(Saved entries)
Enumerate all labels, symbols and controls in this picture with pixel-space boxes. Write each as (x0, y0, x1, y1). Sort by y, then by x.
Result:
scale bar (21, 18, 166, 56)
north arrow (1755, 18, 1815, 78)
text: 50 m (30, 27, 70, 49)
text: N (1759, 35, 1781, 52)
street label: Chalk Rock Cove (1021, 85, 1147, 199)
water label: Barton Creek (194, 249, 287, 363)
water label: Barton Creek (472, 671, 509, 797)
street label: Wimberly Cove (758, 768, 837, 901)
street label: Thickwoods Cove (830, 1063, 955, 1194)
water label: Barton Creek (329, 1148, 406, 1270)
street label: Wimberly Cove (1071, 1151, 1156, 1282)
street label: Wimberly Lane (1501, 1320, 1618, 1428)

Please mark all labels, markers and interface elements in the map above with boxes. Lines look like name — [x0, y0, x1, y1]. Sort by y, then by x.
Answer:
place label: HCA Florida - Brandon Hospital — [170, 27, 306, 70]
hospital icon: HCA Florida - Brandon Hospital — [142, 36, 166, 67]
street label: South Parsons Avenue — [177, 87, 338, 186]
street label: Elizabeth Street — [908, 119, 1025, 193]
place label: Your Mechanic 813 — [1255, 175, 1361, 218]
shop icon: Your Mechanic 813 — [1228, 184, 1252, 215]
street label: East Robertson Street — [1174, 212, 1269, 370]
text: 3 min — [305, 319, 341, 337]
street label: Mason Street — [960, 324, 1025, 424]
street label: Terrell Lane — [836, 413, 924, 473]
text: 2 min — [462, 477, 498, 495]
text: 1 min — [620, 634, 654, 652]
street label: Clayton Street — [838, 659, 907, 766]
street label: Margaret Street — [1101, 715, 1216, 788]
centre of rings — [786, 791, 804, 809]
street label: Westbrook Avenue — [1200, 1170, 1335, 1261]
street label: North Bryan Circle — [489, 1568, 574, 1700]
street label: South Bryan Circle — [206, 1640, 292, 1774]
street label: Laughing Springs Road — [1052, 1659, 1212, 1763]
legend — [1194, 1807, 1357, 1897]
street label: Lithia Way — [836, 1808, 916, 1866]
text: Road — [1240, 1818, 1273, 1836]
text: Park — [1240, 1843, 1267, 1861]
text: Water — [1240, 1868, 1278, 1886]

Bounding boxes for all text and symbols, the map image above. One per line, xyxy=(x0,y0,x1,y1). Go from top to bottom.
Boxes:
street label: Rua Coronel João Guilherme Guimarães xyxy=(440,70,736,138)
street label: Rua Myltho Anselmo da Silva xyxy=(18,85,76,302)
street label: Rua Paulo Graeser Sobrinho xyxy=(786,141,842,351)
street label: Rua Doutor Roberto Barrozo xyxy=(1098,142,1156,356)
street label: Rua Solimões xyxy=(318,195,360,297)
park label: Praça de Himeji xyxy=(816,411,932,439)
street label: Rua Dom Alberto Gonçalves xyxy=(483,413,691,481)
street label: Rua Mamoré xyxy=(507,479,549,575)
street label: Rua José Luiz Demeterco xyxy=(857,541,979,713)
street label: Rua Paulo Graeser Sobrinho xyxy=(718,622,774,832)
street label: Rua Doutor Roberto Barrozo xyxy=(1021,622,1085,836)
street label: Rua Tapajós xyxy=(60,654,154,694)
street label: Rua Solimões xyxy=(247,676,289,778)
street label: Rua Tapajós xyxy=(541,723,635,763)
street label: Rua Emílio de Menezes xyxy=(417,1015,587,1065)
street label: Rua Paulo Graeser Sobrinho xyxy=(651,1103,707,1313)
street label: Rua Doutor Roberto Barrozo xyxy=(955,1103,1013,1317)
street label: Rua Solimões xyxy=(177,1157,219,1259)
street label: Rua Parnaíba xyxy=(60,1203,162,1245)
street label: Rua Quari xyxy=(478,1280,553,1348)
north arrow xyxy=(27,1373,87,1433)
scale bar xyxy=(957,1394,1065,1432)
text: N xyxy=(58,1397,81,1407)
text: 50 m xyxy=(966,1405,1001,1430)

__Task instructions__: Each line in the data that holds the string "symbols" must be returned.

__Written solution__:
Enumerate all labels, symbols and controls in this picture with pixel-space boxes. Write each as (x0, y0, x1, y1). Sort by y, then by x.
Bounding boxes for all text and symbols, the map image above. One per line, xyxy=(x0,y0,x1,y1). Go from top to bottom.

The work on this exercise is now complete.